ESM アジャイル事業部 開発者ブログ

永和システムマネジメント アジャイル事業部の開発者ブログです。

仕事で遭遇したRailsのバグにパッチを送るまでの話

こんにちは、@color_boxです。 仕事でRailsを使っている時にバグに遭遇したのでそれに対してパッチを送りました。

送ったパッチはこちらです。 github.com この記事ではバグ発見からパッチ送信までの過程について書こうと思います。

PRに至った経緯

PRに至るまでの流れを書いていきます。

Rack::Attackとそれによって発生するinodeの問題

私が仕事で開発しているアプリケーションではRack::AttackのThrottling機能を使用していました。 Rack::AttackKickstarterの出しているgemで、DDos攻撃に対する検知/アクセス遮断等を行えます。 github.com

Rack::AttackのThrottlingは1回のアクセスに対してアクセス元IPと時刻の記録を行います。 記録先はRedisやActiveSupport::Cache::Storeを選択可能です。

件のアプリケーションでは保存先としてActiveSupport::Cache::Storeのうちローカルファイルとして保存するActiveSupport::Cache::FileStoreが選択されていました。 この設定では、Rack::AttackActiveSupport::Cache::FileStoreを使用してRailsアプリのtmp/cacheディレクトリにデータを書き出していきます。

そして、この状態で長期間運用していると問題が発生します。 ファイル数が際限なく増えていき、inodeが枯渇してしまうのです。 inode枯渇すると最悪サービスが止まってしまうため対策が必要です。

inode枯渇対策とバグの発見

対策として、定期的にtmp/cacheディレクトリ内のキャッシュファイルを削除することにしました。 ActiveSupport::Cache::FileStoreのコードを読むと期限切れのキャッシュを削除するRails.cache.cleanupというメソッドがあり、これが使えそうです。
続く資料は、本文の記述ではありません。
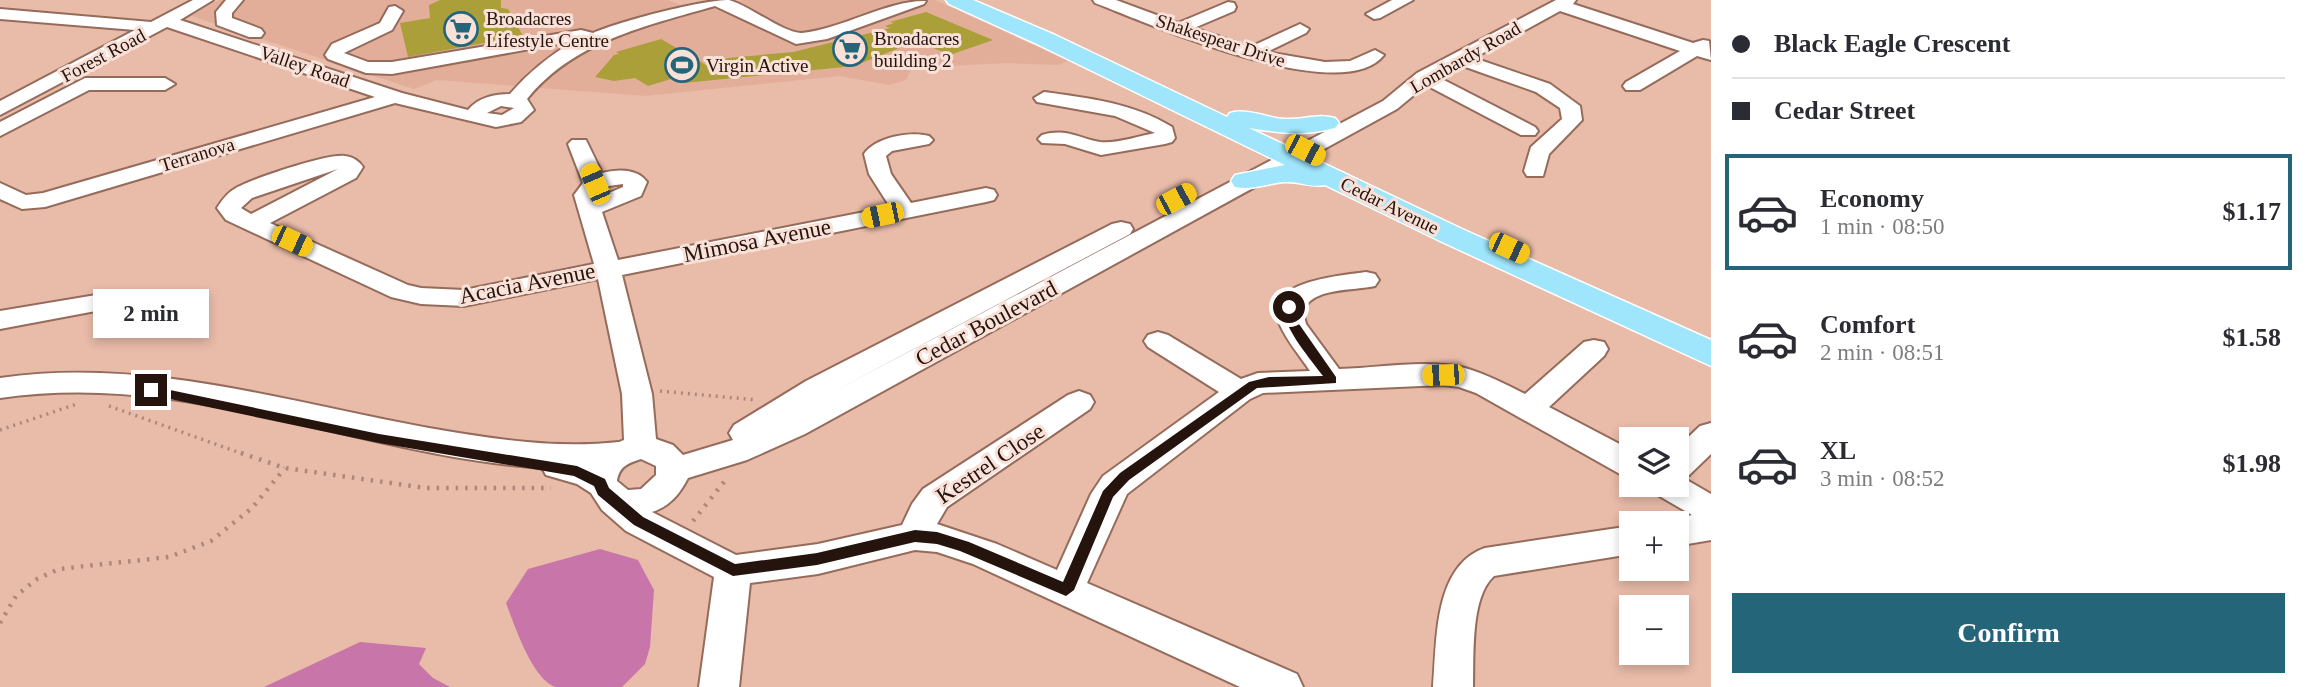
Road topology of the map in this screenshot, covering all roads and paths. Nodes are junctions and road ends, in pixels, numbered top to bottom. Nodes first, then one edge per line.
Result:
1 (205, 0) edge
2 (235, 0) edge
3 (956, 0) edge
4 (986, 0) edge
5 (1405, 0) edge
6 (705, 1) edge
7 (918, 1) edge
8 (1115, 2) edge
9 (1559, 5) edge
10 (1228, 7) dead end
11 (395, 10) dead end
12 (743, 10) edge
13 (773, 12) dead end
14 (0, 14) edge
15 (1374, 14) dead end
16 (161, 24) junction
17 (1180, 28) junction
18 (1300, 29) dead end
19 (588, 37) junction
20 (1711, 40) edge
21 (764, 43) dead end
22 (388, 46) dead end
23 (1253, 52) junction
24 (1702, 53) edge
25 (1375, 55) dead end
26 (1457, 58) junction
27 (341, 59) junction
28 (1424, 77) junction
29 (166, 84) dead end
30 (1633, 86) dead end
31 (395, 97) junction
32 (1044, 99) dead end
33 (0, 109) edge
34 (1226, 114) junction
35 (1333, 127) junction
36 (0, 130) edge
37 (1528, 131) dead end
38 (1049, 139) dead end
39 (922, 140) dead end
40 (579, 144) dead end
41 (1289, 149) junction
42 (1535, 172) dead end
43 (1351, 179) junction
44 (1245, 181) junction
45 (595, 184) junction
46 (0, 190) edge
47 (986, 195) dead end
48 (590, 209) junction
49 (904, 210) junction
50 (251, 223) dead end
51 (608, 268) junction
52 (1366, 280) dead end
53 (108, 301) dead end
54 (0, 320) edge
55 (1158, 341) dead end
56 (1711, 341) edge
57 (1594, 349) dead end
58 (911, 350) junction
59 (1711, 354) edge
60 (1331, 380) junction
61 (0, 388) edge
62 (637, 390) junction
63 (1240, 392) junction
64 (0, 399) edge
65 (1079, 402) dead end
66 (87, 403) dead end
67 (107, 405) dead end
68 (1527, 409) junction
69 (279, 412) junction
70 (777, 412) junction
71 (0, 430) edge
72 (1711, 434) edge
73 (649, 456) junction
74 (1689, 457) edge
75 (1619, 459) edge
76 (285, 468) junction
77 (729, 476) dead end
78 (556, 488) dead end
79 (607, 492) junction
80 (1689, 497) edge
81 (1711, 510) edge
82 (666, 524) junction
83 (1711, 526) edge
84 (1689, 530) edge
85 (915, 536) junction
86 (1619, 542) edge
87 (733, 570) junction
88 (1066, 590) junction
89 (0, 623) edge
90 (719, 687) edge
91 (1283, 687) edge
92 (1453, 687) edge

1 - 16 street, Forest Road
2 - 27 street
3 - 41 main road, Cedar Avenue
4 - 34 main road, Cedar Avenue
5 - 15 street
6 - 12 street
6 - 19 street, Valley Road
6 - 21 street
7 - 12 street
8 - 17 street, Shakespear Drive
9 - 24 street
9 - 26 street, Lombardy Road
10 - 17 street
11 - 27 street
12 - 13 street
14 - 16 street, Valley Road
16 - 31 street, Valley Road
16 - 33 street, Forest Road
17 - 23 street, Shakespear Drive
18 - 23 street
19 - 27 street
19 - 31 street, Valley Road
20 - 24 street
22 - 27 street
23 - 25 street, Shakespear Drive
24 - 30 street
26 - 28 street, Lombardy Road
26 - 42 street
28 - 35 street, Lombardy Road
28 - 37 street
29 - 36 street
31 - 46 street, Terranova
32 - 38 street
34 - 35 main road
34 - 41 main road, Cedar Avenue
35 - 41 street, Lombardy Road
35 - 43 main road
39 - 49 street
40 - 45 street
41 - 43 main road, Cedar Avenue
41 - 44 street, Cedar Boulevard
41 - 58 street, Cedar Boulevard
43 - 44 main road
43 - 56 main road, Cedar Avenue
43 - 59 main road, Cedar Avenue
44 - 58 street, Cedar Boulevard
45 - 48 street
45 - 48 street
47 - 49 street, Mimosa Avenue
48 - 51 street
49 - 51 street, Mimosa Avenue
50 - 51 street, Acacia Avenue
51 - 62 street
52 - 60 street
53 - 54 street
55 - 63 street
57 - 68 street
58 - 70 street, Cedar Boulevard
58 - 73 street, Cedar Boulevard
60 - 63 street
60 - 68 street
61 - 69 street
62 - 70 path
62 - 73 street
63 - 88 street
64 - 69 street
65 - 85 street, Kestrel Close
66 - 71 path
67 - 76 path
68 - 75 street
69 - 73 street
69 - 79 street
70 - 73 street, Cedar Boulevard
72 - 74 street
73 - 79 street
73 - 82 street
76 - 78 path
76 - 89 path
77 - 82 path
79 - 82 street
80 - 81 street
82 - 87 street
83 - 84 street
85 - 87 street
85 - 88 street
86 - 92 street
87 - 90 street
88 - 91 street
def cleanup(options = nil)
  options = merged_options(options)
  search_dir(cache_path) do |fname|
    entry = read_entry(fname, **options)
    delete_entry(fname, **options) if entry && entry.expired?
  end
end

https://github.com/rails/rails/blob/v6.0.3.2/activesupport/lib/active_support/cache/file_store.rb#L42-L49

ステージング環境でテスト的に試したところ、エラーが発生して利用できませんでした。 コードを読む限り正常に動作しそうですが、何故でしょうか? エラーを調べるとRails.cache.cleanupメソッドの下記コードのentry.expired?の箇所でNoSuchMethodErrorが起きていることがわかりました。
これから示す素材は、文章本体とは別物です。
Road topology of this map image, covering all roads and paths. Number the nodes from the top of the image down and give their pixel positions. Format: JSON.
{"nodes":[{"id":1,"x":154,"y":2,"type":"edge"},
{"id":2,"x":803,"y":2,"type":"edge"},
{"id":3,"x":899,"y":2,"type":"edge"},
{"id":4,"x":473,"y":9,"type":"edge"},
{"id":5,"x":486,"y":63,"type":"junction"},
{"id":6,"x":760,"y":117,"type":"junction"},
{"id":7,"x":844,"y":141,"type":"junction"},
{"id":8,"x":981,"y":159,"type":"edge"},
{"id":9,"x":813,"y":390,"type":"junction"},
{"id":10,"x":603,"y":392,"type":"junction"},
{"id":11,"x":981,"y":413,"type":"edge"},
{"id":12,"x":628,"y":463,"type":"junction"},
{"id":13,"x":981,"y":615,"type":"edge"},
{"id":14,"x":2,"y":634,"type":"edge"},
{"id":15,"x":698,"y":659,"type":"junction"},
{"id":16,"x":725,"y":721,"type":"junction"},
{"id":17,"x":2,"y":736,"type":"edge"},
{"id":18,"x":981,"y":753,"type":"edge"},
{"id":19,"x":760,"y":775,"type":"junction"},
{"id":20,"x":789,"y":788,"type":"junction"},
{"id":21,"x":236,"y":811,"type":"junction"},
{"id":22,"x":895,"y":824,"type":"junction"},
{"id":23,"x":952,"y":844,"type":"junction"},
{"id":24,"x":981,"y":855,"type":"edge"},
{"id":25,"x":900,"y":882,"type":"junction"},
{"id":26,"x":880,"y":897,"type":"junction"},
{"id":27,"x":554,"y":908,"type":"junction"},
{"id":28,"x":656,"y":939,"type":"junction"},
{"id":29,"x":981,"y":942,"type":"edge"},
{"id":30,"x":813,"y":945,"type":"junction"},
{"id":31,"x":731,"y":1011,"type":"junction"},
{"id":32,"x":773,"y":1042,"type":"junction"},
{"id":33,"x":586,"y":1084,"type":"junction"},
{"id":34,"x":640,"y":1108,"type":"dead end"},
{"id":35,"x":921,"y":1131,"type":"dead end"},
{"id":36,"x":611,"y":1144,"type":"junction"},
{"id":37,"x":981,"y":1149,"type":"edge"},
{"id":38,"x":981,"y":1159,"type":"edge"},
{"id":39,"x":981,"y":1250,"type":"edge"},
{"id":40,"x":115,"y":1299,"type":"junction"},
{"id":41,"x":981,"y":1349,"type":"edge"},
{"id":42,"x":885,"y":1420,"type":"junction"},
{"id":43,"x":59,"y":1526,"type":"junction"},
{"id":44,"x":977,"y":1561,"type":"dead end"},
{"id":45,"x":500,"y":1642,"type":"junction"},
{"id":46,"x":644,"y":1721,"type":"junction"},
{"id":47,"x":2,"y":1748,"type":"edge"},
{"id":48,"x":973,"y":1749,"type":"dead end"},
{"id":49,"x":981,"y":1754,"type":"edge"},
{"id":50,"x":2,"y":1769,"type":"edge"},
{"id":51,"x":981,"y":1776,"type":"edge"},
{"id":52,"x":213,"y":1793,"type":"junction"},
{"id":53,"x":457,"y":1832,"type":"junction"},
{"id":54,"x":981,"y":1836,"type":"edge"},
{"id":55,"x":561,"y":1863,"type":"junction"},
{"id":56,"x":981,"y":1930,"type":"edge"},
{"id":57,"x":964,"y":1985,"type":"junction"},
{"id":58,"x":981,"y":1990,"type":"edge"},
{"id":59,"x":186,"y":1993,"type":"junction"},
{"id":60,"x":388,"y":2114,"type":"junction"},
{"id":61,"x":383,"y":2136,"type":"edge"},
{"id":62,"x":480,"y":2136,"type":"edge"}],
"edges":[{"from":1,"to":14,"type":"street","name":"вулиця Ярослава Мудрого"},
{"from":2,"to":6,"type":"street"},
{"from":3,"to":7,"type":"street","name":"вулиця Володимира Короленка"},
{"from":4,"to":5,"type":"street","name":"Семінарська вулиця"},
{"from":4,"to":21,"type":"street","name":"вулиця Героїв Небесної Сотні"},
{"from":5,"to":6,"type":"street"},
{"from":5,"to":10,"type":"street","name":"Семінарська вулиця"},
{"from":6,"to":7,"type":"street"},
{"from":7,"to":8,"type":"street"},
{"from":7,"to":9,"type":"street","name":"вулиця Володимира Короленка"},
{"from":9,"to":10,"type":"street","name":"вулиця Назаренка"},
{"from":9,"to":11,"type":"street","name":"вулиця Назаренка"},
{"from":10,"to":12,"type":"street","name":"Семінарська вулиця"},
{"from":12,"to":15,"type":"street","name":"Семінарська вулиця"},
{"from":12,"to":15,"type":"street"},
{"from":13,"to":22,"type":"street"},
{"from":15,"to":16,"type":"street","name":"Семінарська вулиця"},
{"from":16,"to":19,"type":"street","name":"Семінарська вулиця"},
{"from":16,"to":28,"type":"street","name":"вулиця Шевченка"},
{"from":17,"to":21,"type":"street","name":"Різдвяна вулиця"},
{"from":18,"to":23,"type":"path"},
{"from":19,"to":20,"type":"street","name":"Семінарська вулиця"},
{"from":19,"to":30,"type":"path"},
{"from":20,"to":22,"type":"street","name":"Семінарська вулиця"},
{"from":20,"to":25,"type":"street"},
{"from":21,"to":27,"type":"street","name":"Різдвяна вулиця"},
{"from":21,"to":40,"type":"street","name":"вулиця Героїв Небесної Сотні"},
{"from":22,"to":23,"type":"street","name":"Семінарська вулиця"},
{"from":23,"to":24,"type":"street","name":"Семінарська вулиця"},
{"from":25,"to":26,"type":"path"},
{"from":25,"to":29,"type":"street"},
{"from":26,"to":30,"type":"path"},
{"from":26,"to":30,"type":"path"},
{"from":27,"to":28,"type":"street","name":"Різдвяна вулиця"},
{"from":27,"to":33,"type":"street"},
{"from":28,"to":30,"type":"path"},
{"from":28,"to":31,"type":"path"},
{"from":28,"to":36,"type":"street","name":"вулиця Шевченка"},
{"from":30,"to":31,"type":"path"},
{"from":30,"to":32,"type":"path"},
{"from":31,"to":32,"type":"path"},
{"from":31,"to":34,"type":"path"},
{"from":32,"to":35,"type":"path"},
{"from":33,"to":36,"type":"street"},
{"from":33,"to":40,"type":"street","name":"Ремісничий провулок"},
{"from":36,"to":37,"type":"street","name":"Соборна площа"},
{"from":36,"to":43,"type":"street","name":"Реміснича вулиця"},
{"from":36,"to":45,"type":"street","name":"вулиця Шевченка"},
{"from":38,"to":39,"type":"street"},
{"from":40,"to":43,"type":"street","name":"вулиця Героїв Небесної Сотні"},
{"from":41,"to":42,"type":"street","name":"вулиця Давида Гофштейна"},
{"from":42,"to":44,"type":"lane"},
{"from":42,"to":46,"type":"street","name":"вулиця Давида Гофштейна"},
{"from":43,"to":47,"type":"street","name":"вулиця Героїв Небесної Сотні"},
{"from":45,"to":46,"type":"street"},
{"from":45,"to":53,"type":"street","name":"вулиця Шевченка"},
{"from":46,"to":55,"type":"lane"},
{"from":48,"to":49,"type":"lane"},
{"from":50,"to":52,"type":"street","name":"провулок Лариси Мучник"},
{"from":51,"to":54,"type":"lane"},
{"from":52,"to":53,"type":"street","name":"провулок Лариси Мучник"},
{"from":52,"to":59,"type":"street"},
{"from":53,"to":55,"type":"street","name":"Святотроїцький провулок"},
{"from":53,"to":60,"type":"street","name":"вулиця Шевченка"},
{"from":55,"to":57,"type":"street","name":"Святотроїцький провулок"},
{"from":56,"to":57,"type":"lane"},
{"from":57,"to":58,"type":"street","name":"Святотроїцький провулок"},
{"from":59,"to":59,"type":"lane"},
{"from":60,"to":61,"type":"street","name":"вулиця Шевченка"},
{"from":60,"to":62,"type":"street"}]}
delete_entry(fname, **options) if entry && entry.expired?

このentryオブジェクトはread_entryメソッドによってtmp/cacheディレクトリから読み込まれたActiveSupport::Cacheインスタンスオブジェクトです。 cleanupメソッドは、tmp/cacheディレクトリにあるファイルから作成されたオブジェクトは全てActiveSupport::Cacheインスタンスオブジェクトであり、expired?メソッドを呼び出し可能であると捉えています。

なので、もしexpired?メソッドに対応できないオブジェクトがtmp/cacheディレクトリ内に保存されてしまうとcleanup呼び出し時にエラーとなるわけです。
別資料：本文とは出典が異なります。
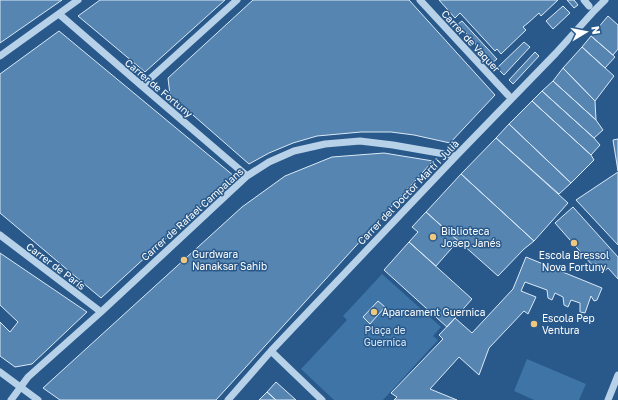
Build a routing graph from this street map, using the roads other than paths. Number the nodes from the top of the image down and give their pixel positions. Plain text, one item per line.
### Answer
1 (78, 0) edge
2 (237, 0) edge
3 (420, 0) edge
4 (605, 0) edge
5 (59, 14) junction
6 (0, 56) edge
7 (142, 86) junction
8 (508, 95) dead end
9 (456, 156) junction
10 (247, 176) junction
11 (0, 235) edge
12 (101, 312) junction
13 (271, 351) junction
14 (0, 372) edge
15 (618, 376) edge
16 (21, 387) junction
17 (11, 400) edge
18 (38, 400) edge
19 (228, 400) edge
20 (322, 400) edge
21 (608, 400) edge

1 - 5 street
2 - 7 street
3 - 8 street, Carrer de Vaquer
4 - 9 street, Carrer del Doctor Martí i Julià
5 - 6 street
5 - 7 street, Carrer de Fortuny
7 - 10 street, Carrer de Fortuny
9 - 10 street, Carrer de Rafael Campalans
9 - 13 street, Carrer del Doctor Martí i Julià
10 - 12 street, Carrer de Rafael Campalans
11 - 12 street, Carrer de París
12 - 16 street, Carrer de Rafael Campalans
13 - 19 street, Carrer del Doctor Martí i Julià
13 - 20 street
14 - 16 street
15 - 21 street
16 - 17 street, Carrer de Rafael Campalans
16 - 18 street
では、このcleanupメソッドが想定していないキャッシュはどこから来るのでしょうか? それはSprocketsが作成しているものでした。

Sprocketsもまたtmp/cacheディレクトリ内にキャッシュファイルを出力しており、それはActiveSupport::Cache::FileStoreを使用せずに出力されます。 なので、もしこのファイルを読み込んでオブジェクトを作成しても、expired?メソッドは反応できず、NoSuchMethodErrorが発生するわけです。

PRの提出

エラーを見つけたのでテスト追加と挙動修正を行いPRを出します。 PRを出した後、マージされるまでのやり取りはPRにあるので記事上では割愛します。

github.com

PRを出す際のコメントなどは@koicさんに相談させていただきました。

余談ですが、個人的にはコードの修正よりもテスト追加の方が大変でした。 Railsの中でRails由来ではないキャッシュファイルを作成する必要があったからです。

まとめ

Railsのドキュメントやソースを読んでいると自分の目的にドンピシャな機能があったりします。 想定通りの動きをしない時は自分の環境かコードの少なくともどちらかがおかしいので徹底的に調査するとコントリビューションチャンスが生まれることがあります。 もし生まれなくてもコードへの理解が深まります。

なにかおかしいと感じたことがあれば、納得するまでコードを追ってみると、良い事が起こります。

この記事がどなたかの参考になれば幸いです。